Stored data entries
——

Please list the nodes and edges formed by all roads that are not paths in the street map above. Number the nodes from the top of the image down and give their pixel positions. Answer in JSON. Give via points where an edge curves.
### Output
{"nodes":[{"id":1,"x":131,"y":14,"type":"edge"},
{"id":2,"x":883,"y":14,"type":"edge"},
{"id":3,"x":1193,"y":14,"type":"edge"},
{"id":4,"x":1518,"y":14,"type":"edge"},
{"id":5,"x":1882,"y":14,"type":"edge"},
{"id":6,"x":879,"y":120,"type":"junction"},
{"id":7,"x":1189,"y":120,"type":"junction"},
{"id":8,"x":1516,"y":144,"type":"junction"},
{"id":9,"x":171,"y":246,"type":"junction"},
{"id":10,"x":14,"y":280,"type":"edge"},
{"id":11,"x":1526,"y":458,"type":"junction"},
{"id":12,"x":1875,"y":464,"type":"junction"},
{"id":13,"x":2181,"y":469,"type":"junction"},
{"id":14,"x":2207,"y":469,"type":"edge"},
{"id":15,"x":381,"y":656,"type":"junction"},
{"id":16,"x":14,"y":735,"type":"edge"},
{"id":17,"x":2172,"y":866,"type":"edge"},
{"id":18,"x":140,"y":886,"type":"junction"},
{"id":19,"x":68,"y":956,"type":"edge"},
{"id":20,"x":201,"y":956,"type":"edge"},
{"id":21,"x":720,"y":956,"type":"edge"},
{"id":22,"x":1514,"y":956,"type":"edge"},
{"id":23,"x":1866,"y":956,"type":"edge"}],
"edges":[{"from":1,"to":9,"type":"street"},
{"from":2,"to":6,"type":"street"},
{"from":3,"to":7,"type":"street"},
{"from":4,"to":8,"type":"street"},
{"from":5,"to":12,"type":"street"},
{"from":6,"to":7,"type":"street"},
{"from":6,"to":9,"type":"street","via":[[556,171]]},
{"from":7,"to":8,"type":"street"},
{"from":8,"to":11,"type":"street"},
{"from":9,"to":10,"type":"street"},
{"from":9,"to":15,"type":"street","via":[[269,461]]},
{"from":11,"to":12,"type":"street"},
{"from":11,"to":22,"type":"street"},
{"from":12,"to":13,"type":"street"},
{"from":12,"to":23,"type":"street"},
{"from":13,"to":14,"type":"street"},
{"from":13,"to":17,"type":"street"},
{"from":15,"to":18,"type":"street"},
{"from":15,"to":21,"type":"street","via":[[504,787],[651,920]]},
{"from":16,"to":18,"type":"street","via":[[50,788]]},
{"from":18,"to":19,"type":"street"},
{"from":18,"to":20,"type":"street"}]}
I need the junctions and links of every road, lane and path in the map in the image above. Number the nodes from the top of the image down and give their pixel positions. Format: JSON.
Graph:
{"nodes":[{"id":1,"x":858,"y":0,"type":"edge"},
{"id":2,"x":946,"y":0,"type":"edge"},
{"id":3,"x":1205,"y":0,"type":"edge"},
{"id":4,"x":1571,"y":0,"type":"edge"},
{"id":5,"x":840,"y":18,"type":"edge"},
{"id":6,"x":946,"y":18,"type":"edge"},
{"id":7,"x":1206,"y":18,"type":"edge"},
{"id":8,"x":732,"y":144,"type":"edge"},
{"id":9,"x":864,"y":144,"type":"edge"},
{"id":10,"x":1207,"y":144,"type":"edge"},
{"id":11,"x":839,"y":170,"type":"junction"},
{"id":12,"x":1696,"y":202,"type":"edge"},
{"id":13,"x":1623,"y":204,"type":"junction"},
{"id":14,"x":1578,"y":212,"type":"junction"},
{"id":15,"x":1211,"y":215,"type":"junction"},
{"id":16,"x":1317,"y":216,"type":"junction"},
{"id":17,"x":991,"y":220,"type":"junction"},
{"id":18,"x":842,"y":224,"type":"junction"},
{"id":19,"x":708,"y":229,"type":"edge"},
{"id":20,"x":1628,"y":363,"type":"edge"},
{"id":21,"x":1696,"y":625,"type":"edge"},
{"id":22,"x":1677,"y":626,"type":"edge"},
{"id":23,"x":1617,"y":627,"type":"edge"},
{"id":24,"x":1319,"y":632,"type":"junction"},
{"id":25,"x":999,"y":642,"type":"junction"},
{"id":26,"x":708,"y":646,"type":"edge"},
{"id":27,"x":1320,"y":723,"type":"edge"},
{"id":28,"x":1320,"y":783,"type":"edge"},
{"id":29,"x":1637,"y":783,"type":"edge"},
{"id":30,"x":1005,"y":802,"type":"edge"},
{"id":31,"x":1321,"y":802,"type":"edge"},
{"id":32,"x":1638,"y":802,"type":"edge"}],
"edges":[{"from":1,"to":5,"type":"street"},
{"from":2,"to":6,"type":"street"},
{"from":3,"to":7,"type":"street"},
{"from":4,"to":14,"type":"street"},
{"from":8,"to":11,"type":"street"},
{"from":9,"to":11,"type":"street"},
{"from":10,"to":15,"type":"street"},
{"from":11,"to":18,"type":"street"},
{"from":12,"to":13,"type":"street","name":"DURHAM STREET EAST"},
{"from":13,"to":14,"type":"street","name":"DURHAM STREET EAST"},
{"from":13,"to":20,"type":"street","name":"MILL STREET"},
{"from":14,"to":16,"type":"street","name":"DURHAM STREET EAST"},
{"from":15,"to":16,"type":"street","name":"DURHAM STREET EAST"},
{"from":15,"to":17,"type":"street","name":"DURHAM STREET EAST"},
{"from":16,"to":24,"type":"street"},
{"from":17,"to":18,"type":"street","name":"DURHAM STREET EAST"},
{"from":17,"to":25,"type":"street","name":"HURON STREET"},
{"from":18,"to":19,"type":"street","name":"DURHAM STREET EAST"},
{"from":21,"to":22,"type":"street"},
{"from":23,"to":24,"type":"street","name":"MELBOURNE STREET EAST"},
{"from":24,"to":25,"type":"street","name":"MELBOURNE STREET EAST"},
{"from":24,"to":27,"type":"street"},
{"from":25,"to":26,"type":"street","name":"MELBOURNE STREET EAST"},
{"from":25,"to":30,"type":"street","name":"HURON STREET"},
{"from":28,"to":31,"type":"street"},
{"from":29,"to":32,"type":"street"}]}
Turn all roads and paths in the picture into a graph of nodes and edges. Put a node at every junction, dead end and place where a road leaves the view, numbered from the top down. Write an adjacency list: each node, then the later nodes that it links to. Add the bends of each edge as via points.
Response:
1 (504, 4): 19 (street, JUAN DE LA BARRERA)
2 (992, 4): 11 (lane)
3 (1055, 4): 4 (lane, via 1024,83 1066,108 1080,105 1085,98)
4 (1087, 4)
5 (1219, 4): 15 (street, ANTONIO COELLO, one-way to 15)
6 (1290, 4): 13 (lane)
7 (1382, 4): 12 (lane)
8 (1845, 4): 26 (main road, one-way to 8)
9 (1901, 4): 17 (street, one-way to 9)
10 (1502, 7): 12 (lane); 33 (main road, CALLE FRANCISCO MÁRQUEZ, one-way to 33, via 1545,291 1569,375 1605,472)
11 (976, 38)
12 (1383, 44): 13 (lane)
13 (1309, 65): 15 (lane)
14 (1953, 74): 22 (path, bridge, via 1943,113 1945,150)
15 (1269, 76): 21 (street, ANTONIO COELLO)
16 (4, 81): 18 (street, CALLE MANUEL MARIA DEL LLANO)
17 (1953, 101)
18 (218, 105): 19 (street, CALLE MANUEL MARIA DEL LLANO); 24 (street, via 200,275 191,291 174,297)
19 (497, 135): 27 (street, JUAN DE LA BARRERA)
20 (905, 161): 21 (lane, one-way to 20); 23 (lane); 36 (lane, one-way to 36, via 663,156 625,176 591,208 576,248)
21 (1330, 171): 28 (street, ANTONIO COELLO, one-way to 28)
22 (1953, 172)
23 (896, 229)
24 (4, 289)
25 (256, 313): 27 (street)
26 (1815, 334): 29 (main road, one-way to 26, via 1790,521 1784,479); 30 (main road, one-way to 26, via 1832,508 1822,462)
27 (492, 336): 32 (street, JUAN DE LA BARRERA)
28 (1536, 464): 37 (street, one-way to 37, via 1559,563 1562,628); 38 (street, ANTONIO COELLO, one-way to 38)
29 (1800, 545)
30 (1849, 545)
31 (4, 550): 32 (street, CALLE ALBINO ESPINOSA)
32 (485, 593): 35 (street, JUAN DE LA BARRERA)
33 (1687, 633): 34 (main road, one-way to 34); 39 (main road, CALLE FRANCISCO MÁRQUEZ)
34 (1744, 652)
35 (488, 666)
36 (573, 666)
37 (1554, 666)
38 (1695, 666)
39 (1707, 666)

——

● **TASK ITEM**
Search the entries above for the word "links", and copy every line where it occurs.

● **OUTPUT BELOW**
I need the junctions and links of every road, lane and path in the map in the image above. Number the nodes from the top of the image down and give their pixel positions. Format: JSON.
Turn all roads and paths in the picture into a graph of nodes and edges. Put a node at every junction, dead end and place where a road leaves the view, numbered from the top down. Write an adjacency list: each node, then the later nodes that it links to. Add the bends of each edge as via points.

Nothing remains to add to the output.